On 11 May, Burden and Canavan contested the best-of-15-frame final, which was divided into three mini-sessions of five frames each. Both players were competing in a World Seniors final for the second time, Canavan having won the title in 2018 and Burden having been runner-up in 2023. The first five-frame mini-session was refereed by Michaela Tabb, who retired from traditional snooker refereeing after the tournament, following a 24-year career that had included two World Championship finals. Canavan won the opening frame, but Burden then won four consecutive frames with breaks including 74 and 54 as he moved 4–1 ahead. Proletina Velichkova refereed the remainder of the final.

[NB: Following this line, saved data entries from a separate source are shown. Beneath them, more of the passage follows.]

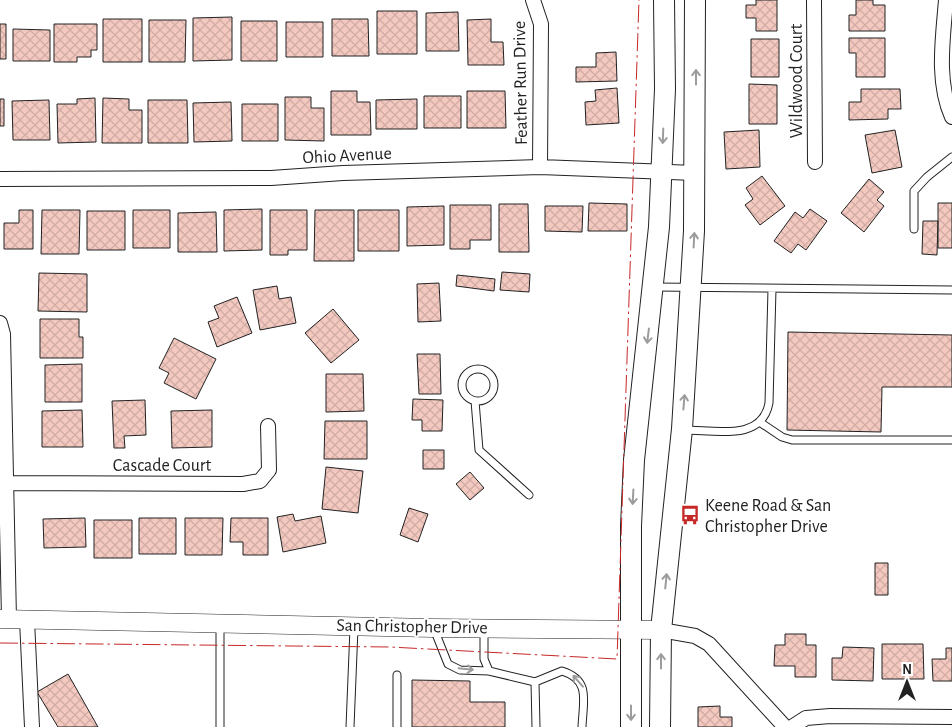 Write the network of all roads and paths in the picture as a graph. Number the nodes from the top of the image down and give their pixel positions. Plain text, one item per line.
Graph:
1 (533, 0) edge
2 (664, 0) edge
3 (695, 0) edge
4 (814, 0) edge
5 (946, 0) edge
6 (952, 117) edge
7 (952, 157) edge
8 (814, 162) dead end
9 (540, 167) junction
10 (662, 172) junction
11 (695, 173) junction
12 (0, 179) edge
13 (914, 229) dead end
14 (654, 287) junction
15 (692, 288) junction
16 (772, 289) junction
17 (952, 290) edge
18 (0, 323) edge
19 (475, 401) junction
20 (761, 423) junction
21 (268, 426) dead end
22 (682, 430) junction
23 (952, 440) edge
24 (6, 483) junction
25 (529, 495) dead end
26 (4, 619) edge
27 (27, 620) junction
28 (220, 623) junction
29 (354, 625) junction
30 (433, 628) junction
31 (484, 628) junction
32 (631, 629) junction
33 (661, 630) junction
34 (489, 671) junction
35 (397, 675) dead end
36 (535, 682) junction
37 (952, 717) edge
38 (32, 727) edge
39 (220, 727) edge
40 (350, 727) edge
41 (397, 727) edge
42 (536, 727) edge
43 (582, 727) edge
44 (631, 727) edge
45 (660, 727) edge
46 (785, 727) edge
47 (792, 727) edge

1 - 9 street, Feather Run Drive
2 -> 10 main road
11 -> 3 main road
4 - 8 street, Wildwood Court
5 - 6 street
7 - 13 lane
9 - 10 street, Ohio Avenue
9 - 12 street, Ohio Avenue
10 - 11 street, Ohio Avenue
10 - 14 main road
15 -> 11 main road
14 - 15 lane
14 -> 32 main road
15 - 16 lane
22 -> 15 main road
16 - 17 lane
16 - 20 lane
18 - 24 street
19 - 19 lane
19 - 25 lane
20 - 22 lane
20 - 23 lane
21 - 24 street, Cascade Court
33 -> 22 main road
24 - 26 street
26 - 27 street, San Christopher Drive
27 - 28 street, San Christopher Drive
27 - 38 street
28 - 29 street, San Christopher Drive
28 - 39 lane
29 - 30 street, San Christopher Drive
29 - 40 lane
30 - 31 street, San Christopher Drive
30 -> 34 lane
31 - 32 street, San Christopher Drive
31 - 34 lane
32 - 33 street, San Christopher Drive
32 -> 44 main road
45 -> 33 main road
33 - 46 street, San Christopher Drive
34 - 36 lane
35 - 41 lane
36 - 42 lane
43 -> 36 lane
37 - 47 street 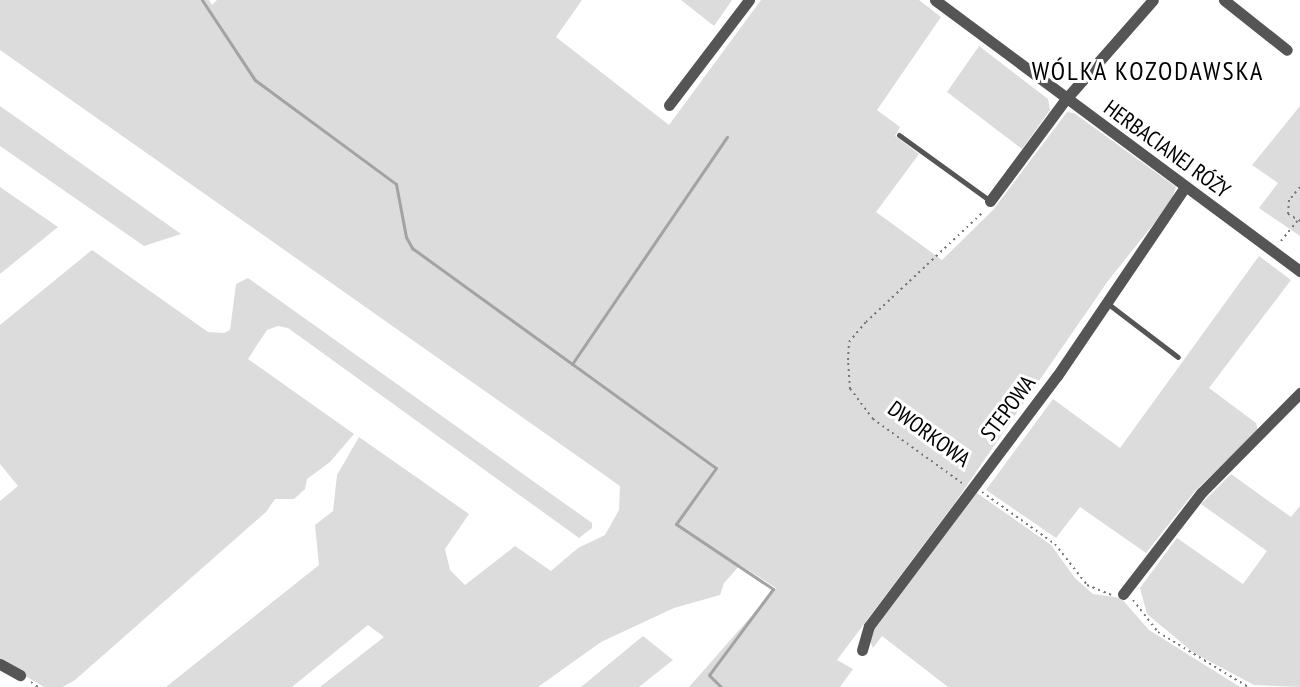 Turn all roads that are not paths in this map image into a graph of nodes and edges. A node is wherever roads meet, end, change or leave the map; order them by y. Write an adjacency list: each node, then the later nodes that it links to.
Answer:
1 (749, 0): 7 (street)
2 (935, 0): 6 (street, HERBACIANEJ RÓŻY)
3 (1153, 0): 6 (street)
4 (1224, 0): 5 (street)
5 (1287, 50)
6 (1065, 100): 9 (street, HERBACIANEJ RÓŻY); 10 (street)
7 (669, 105)
8 (899, 135): 10 (lane)
9 (1185, 187): 11 (street, HERBACIANEJ RÓŻY); 12 (street, STEPOWA)
10 (990, 201)
11 (1300, 271)
12 (1106, 302): 13 (lane); 16 (street, STEPOWA)
13 (1178, 357)
14 (1300, 393): 15 (street)
15 (1123, 594)
16 (862, 650)
17 (0, 664): 18 (street)
18 (20, 675)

Canavan won the first frame of the second mini-session, but Burden took three consecutive frames with breaks of 65, 109, and 80. Canavan won the 8th frame to leave Burden leading 7–3. The third and final mini-session lasted two frames, as Canavan won frame 11 but Burden made a 76 break in the 12th to secure an 8–4 victory and win his first World Seniors title. He said afterwards: "I'm absolutely delighted. I thought I played well in the final. It's been a massive journey with so many ups and downs. I think it's been well documented that I think I've underachieved in my career but you've got to enjoy this moment."

==Main draw==
The results for the main draw are shown below. Match winners are shown in bold. Numbers in parentheses after the players' names are seedings.

===Final===

Final: Best of 15 frames. Referees: Michaela Tabb (session 1) and Proletina Velichkova (sessions 2 and 3) Crucible Theatre, Sheffield, 11 May 2025
| Aaron Canavan (8) Jersey | 4–8 | Alfie Burden England |
Session 1: 66–48, 11–108, 14–87, 20–78, 7–71 Session 2: 81–57, 14–98, 13–114 (109), 0–81, 78–32 Session 3: 71–48, 15–88
| (frame 6) 75 | Highest break | 109 (frame 8) |
| 0 | Century breaks | 1 |
2025 World Seniors Champion Alfie Burden (ENG)

==Century breaks==
A total of 5 century breaks were made during the tournament.